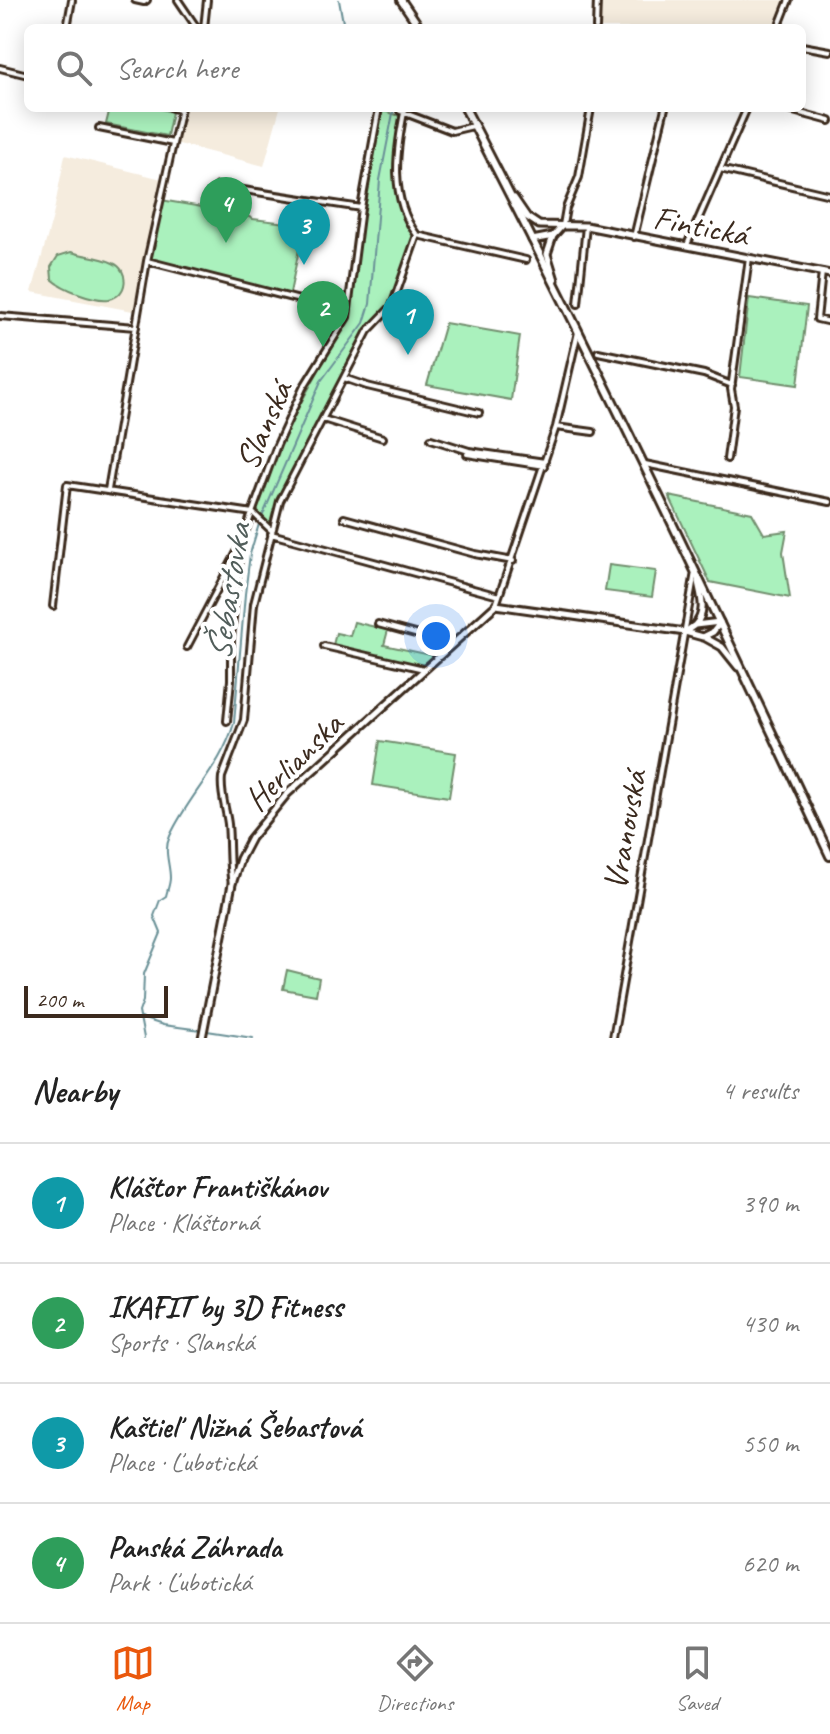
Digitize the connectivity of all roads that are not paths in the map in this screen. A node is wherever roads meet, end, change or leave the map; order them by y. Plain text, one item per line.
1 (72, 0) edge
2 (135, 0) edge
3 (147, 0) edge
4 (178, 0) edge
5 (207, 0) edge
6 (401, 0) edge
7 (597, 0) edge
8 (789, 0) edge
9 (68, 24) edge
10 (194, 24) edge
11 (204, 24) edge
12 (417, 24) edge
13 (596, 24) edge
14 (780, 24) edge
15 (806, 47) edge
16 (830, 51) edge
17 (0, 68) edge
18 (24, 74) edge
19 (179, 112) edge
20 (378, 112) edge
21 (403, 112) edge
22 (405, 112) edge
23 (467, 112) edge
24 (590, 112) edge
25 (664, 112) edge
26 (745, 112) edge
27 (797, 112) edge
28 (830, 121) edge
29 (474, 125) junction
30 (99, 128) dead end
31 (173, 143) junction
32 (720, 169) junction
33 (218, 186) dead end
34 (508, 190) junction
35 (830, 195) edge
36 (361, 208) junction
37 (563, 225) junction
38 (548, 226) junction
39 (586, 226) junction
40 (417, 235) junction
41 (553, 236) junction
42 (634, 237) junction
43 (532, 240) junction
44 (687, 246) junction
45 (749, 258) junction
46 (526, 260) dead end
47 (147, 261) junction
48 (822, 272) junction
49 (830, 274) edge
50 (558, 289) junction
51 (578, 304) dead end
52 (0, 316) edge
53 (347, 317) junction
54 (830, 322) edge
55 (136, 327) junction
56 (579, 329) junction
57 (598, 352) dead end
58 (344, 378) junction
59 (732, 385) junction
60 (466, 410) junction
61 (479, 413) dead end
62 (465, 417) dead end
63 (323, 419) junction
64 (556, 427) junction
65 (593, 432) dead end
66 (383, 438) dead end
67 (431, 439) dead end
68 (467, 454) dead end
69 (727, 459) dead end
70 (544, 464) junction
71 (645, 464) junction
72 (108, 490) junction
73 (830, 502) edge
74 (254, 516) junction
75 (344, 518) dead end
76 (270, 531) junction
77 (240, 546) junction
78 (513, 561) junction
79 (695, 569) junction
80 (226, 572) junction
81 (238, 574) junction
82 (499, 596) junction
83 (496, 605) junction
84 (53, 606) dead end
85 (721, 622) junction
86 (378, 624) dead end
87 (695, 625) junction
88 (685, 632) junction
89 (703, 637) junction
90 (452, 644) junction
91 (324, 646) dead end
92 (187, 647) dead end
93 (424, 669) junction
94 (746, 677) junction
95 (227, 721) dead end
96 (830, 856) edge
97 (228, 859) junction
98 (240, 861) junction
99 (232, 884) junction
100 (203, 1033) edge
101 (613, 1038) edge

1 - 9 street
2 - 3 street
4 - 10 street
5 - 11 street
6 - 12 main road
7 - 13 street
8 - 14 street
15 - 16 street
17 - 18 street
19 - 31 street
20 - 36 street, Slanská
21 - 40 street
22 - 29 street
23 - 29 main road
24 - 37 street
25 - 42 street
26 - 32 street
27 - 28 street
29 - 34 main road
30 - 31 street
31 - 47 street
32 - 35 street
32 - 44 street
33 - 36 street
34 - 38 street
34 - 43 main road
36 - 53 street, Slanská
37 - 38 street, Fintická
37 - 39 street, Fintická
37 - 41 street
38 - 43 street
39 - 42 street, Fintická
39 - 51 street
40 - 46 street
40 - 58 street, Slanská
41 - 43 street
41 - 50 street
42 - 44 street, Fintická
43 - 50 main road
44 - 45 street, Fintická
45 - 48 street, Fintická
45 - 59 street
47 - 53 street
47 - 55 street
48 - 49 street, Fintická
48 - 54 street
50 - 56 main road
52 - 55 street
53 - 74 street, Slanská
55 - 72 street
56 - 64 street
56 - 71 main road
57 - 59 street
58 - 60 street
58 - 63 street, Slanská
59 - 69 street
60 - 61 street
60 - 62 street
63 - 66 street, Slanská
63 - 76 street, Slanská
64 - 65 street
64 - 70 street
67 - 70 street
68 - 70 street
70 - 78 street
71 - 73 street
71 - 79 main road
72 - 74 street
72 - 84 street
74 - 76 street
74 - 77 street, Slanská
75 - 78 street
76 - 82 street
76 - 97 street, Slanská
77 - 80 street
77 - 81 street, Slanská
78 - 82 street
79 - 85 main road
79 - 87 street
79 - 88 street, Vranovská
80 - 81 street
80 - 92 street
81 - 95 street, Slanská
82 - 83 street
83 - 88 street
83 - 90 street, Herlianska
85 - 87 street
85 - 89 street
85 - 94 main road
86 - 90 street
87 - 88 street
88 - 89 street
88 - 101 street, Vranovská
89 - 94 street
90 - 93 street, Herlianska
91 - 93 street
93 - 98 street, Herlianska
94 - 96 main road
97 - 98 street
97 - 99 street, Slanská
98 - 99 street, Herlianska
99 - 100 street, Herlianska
----------------------------------------
**TO DO:** Whenever the word "Herlianska" occurs in a line of the listing above, return that line.

**FINISHED TASK:**
83 - 90 street, Herlianska
90 - 93 street, Herlianska
93 - 98 street, Herlianska
98 - 99 street, Herlianska
99 - 100 street, Herlianska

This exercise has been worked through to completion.